Ein Verbotsverfahren gegen die Partei war 2003 vor dem Bundesverfassungsgericht gescheitert. Mittlerweile sind viele Politiker für ein neues Verfahren. Auch der Landesinnenminister Klaus Schlie (CDU) befürwortet das. Nach seinen Erkenntnissen hatten NPD-Funktionäre enge Kontakte zur rechtsterroristischen Zwickauer Zelle, der zahlreiche Morde zur Last gelegt werden. Schlie hatte deshalb unter anderem dafür plädiert, die von der NPD beantragte Demo in Lübeck zu untersagen. Am vergangenen Freitag hat der Lübecker Bürgermeister Bernd Saxe den für den 31. März geplanten "Trauermarsch" tatsächlich verboten - unter anderem wegen Gefährdung der öffentlichen Sicherheit und des Verdachts der Volksverhetzung.

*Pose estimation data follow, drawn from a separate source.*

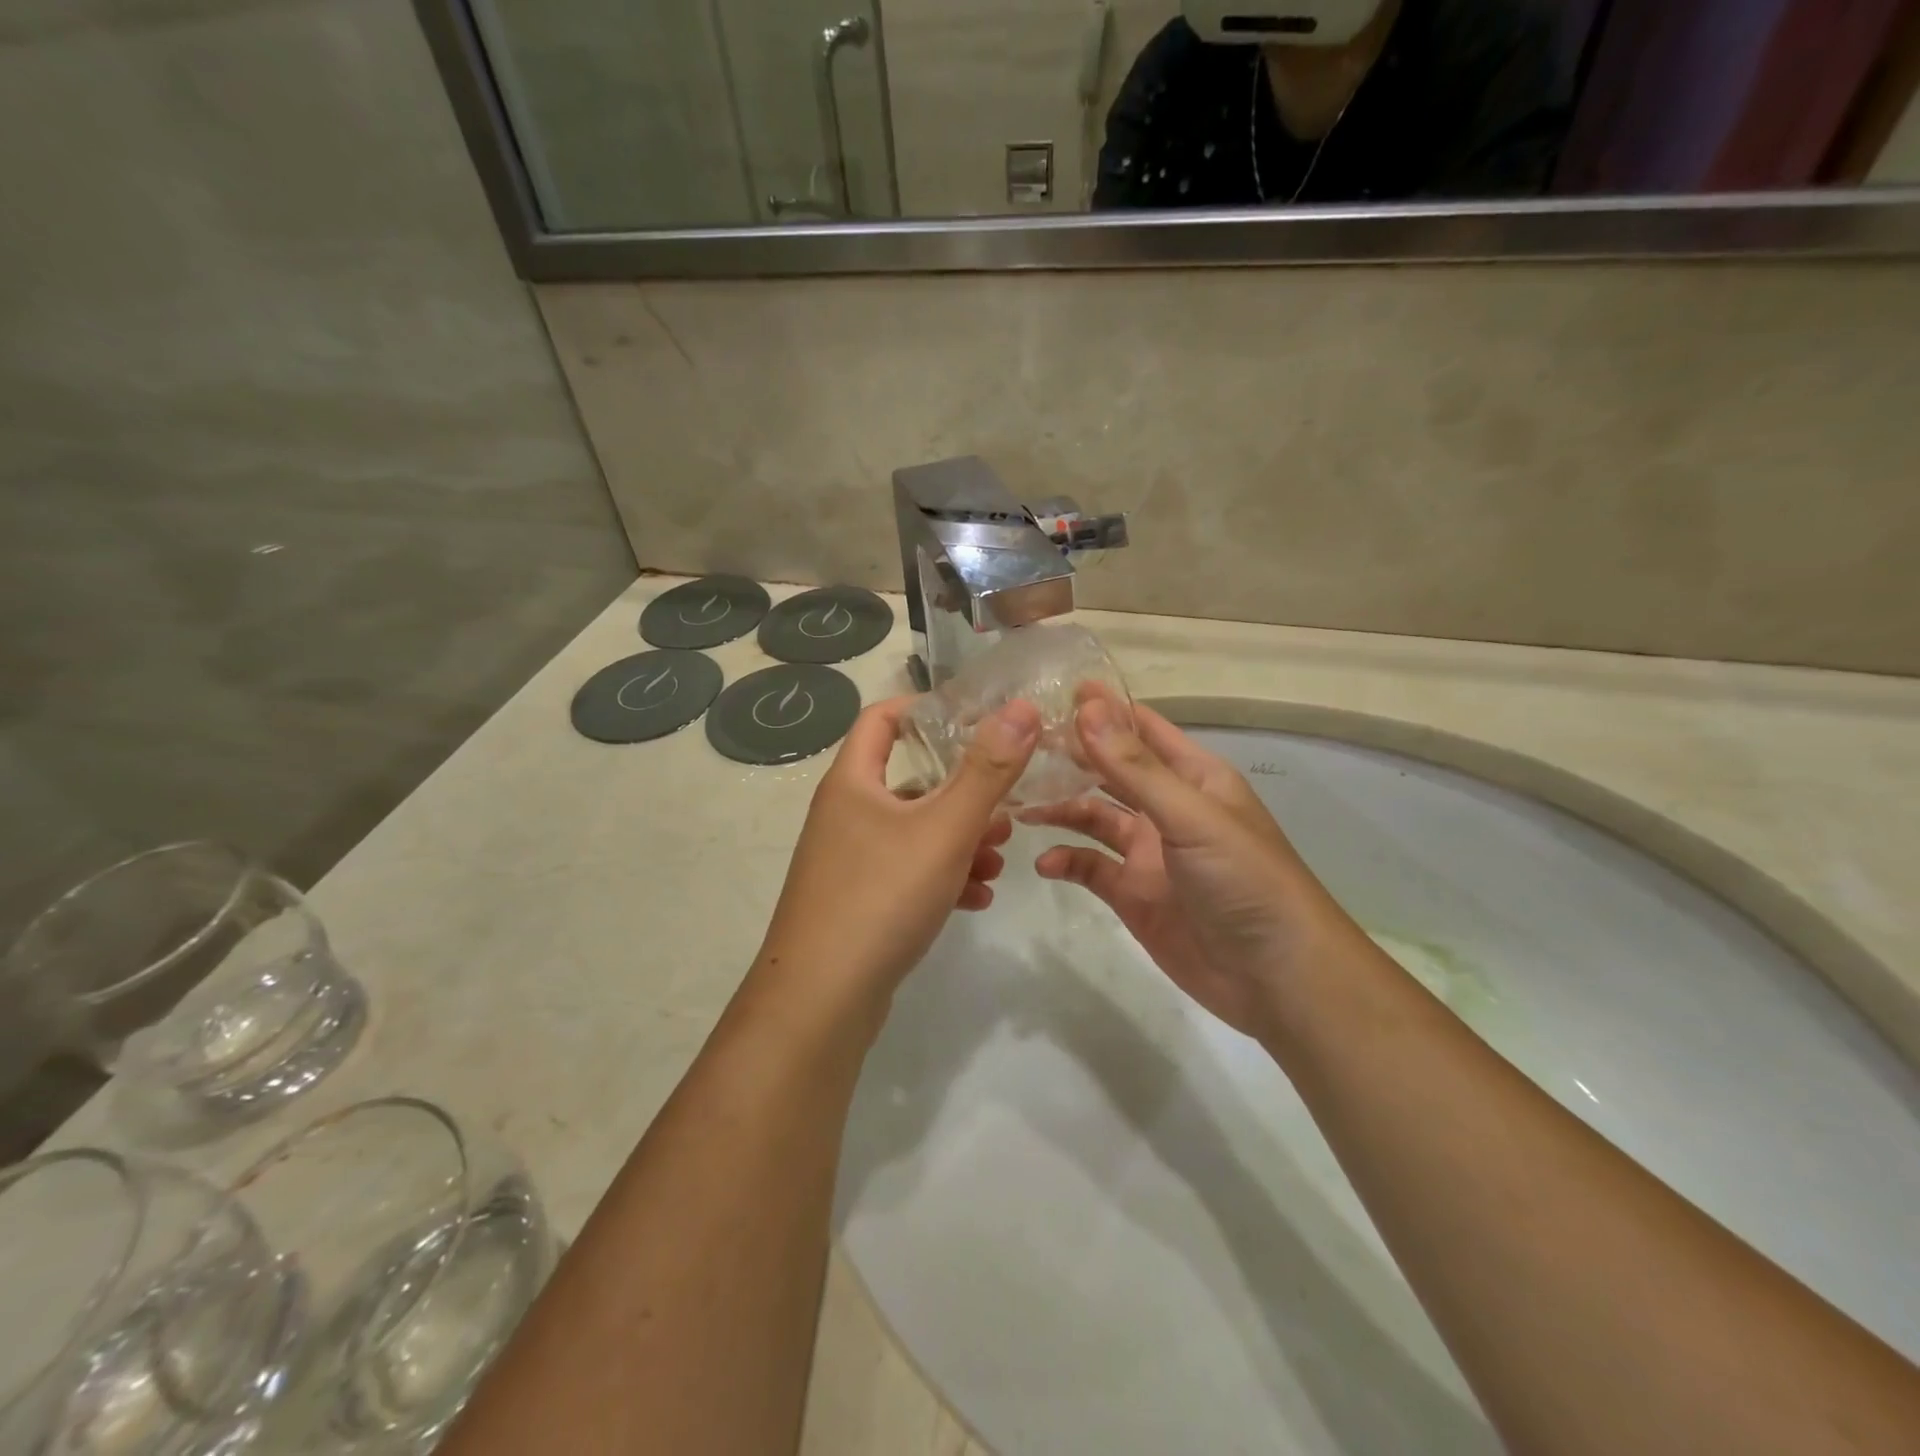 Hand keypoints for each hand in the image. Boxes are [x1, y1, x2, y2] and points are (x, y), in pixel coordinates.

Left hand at [755, 695, 1040, 1015]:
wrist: (820, 1001)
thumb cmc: (881, 897)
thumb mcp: (945, 829)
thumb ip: (987, 770)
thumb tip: (1022, 707)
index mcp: (852, 782)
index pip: (881, 718)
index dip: (925, 709)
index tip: (975, 719)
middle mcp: (845, 815)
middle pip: (908, 782)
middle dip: (962, 792)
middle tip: (1007, 808)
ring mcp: (848, 862)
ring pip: (914, 834)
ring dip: (959, 841)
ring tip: (1000, 860)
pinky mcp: (857, 903)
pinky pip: (907, 875)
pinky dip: (942, 877)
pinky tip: (977, 899)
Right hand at [1022, 695, 1356, 1040]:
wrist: (1276, 979)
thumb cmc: (1244, 880)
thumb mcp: (1190, 816)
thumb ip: (1135, 767)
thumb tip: (1087, 708)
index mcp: (1194, 778)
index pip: (1143, 729)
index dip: (1103, 709)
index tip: (1054, 691)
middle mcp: (1169, 809)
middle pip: (1112, 772)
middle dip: (1072, 757)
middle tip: (1021, 746)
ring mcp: (1150, 854)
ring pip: (1095, 818)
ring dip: (1062, 808)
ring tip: (1021, 804)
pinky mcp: (1135, 895)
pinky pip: (1092, 868)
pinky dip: (1067, 861)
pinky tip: (1045, 864) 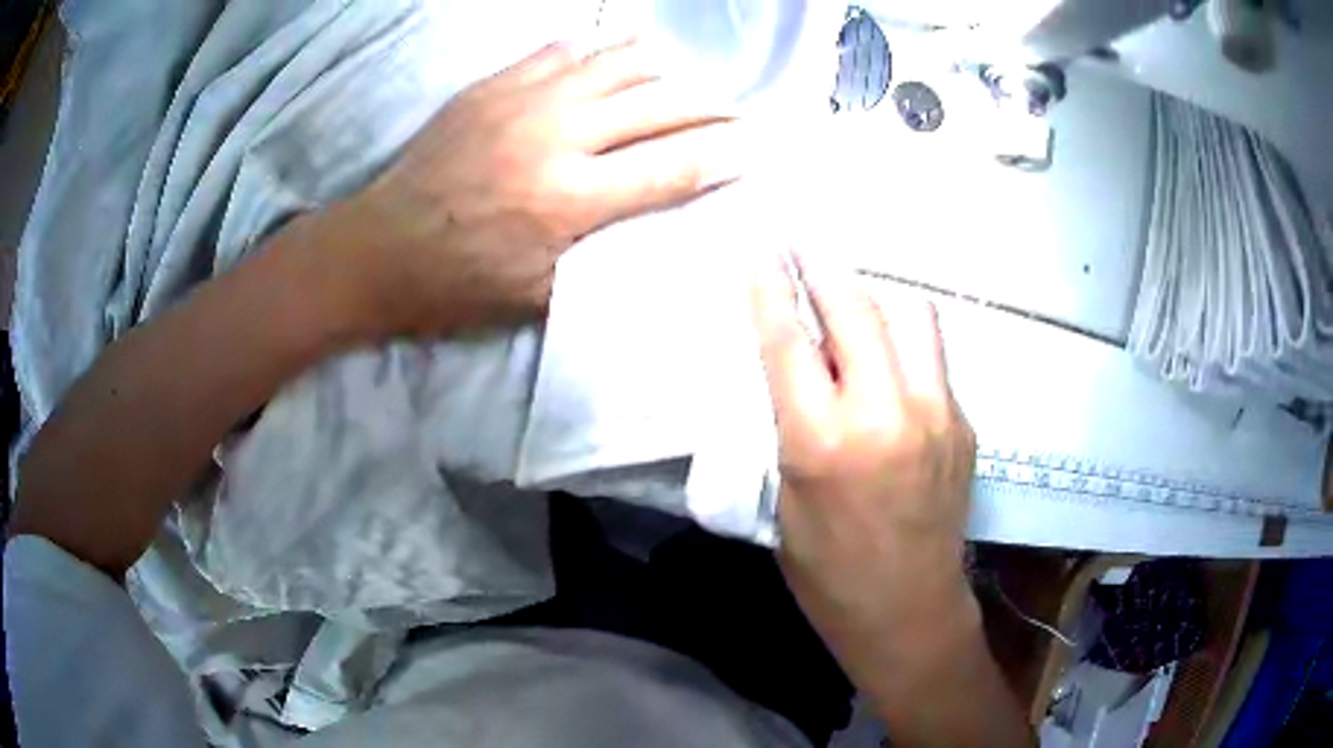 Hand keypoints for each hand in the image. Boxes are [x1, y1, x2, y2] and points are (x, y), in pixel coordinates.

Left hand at [335, 39, 741, 337]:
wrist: (380, 248)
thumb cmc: (457, 285)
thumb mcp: (537, 295)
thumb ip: (603, 258)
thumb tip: (659, 231)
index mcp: (570, 200)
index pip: (674, 168)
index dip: (724, 155)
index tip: (756, 147)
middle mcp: (557, 137)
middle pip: (660, 106)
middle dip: (710, 108)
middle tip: (736, 111)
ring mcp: (523, 100)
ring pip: (619, 63)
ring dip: (663, 71)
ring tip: (684, 80)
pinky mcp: (494, 85)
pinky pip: (563, 50)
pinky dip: (600, 53)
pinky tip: (613, 63)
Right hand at [751, 256, 978, 677]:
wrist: (908, 609)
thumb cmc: (828, 571)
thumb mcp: (786, 498)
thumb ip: (791, 425)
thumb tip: (796, 367)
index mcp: (824, 443)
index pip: (790, 342)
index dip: (771, 289)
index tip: (760, 250)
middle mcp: (886, 414)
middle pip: (854, 309)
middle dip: (821, 267)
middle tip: (800, 242)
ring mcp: (937, 413)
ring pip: (909, 316)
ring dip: (872, 297)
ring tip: (849, 294)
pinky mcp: (965, 423)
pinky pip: (932, 356)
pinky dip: (903, 339)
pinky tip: (887, 354) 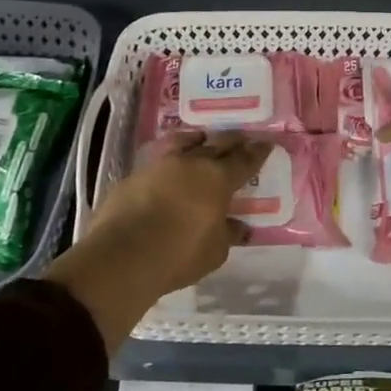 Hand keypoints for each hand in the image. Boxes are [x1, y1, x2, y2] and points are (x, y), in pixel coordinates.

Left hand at [48, 131, 269, 348]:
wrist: (124, 254)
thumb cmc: (179, 254)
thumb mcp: (215, 251)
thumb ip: (228, 233)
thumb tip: (239, 226)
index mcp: (217, 179)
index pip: (244, 161)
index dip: (257, 152)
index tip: (266, 143)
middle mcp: (191, 162)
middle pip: (217, 143)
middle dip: (232, 139)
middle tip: (242, 136)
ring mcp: (159, 164)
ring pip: (183, 141)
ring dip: (197, 138)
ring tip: (203, 137)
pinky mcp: (134, 174)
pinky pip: (158, 156)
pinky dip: (169, 156)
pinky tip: (169, 162) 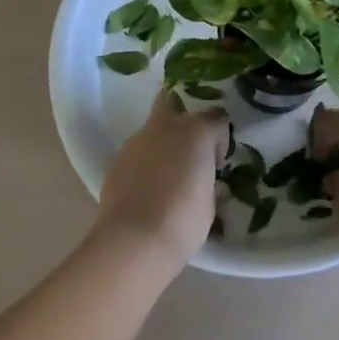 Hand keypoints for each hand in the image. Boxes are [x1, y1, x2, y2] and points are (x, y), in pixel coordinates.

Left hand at [94, 86, 227, 268]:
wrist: (134, 240)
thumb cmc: (184, 221)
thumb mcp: (210, 203)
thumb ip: (211, 182)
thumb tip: (210, 181)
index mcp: (197, 131)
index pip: (217, 117)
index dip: (220, 138)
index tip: (218, 162)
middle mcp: (167, 126)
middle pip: (175, 99)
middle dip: (183, 113)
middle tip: (190, 144)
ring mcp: (138, 140)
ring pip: (154, 127)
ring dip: (163, 141)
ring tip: (167, 173)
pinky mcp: (118, 158)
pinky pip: (138, 151)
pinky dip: (145, 161)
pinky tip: (148, 187) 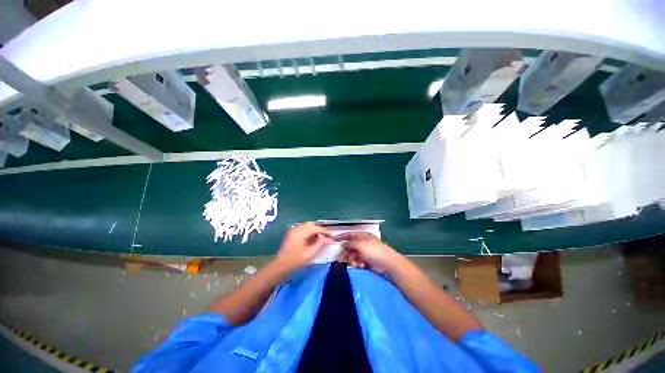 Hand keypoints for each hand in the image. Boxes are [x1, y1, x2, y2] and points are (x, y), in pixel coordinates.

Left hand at [275, 222, 332, 271]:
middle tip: (326, 236)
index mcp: (301, 232)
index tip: (332, 236)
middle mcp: (297, 228)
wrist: (280, 265)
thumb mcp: (310, 253)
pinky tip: (312, 239)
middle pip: (312, 224)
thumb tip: (328, 238)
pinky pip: (303, 228)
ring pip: (308, 225)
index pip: (317, 227)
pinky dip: (309, 231)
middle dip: (320, 229)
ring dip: (315, 230)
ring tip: (320, 238)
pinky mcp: (292, 233)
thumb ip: (320, 244)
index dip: (325, 231)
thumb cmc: (295, 260)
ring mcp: (293, 229)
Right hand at [335, 232, 401, 273]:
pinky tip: (361, 266)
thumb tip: (343, 243)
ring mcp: (365, 252)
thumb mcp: (360, 245)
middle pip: (350, 246)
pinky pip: (358, 261)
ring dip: (352, 260)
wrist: (388, 263)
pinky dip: (358, 264)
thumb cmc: (374, 251)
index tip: (334, 240)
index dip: (341, 237)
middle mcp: (363, 243)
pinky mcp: (367, 260)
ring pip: (353, 255)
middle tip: (340, 260)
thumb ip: (350, 243)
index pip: (349, 234)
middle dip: (346, 253)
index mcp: (362, 236)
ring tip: (356, 265)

Volksverhetzung ist kein Begriff, der in der Straßenverkehrsordnung vorkommt. Doch genau auf Grundlage dieses Gesetzes entscheidet der Landesbetrieb Straßenbau. Bernd Kädisch vom LBV sagt: "Was aus den Lautsprechern kommt, darf bei unserer Abwägung keine Rolle spielen." Bisher habe es auch noch keine Beanstandungen von Bürgern gegeben. Kädisch: "Wenn wir erfahren hätten, dass die Partei die Genehmigung in der Vergangenheit missbraucht hat, dann hätten wir das natürlich in unsere aktuelle Entscheidung einfließen lassen können."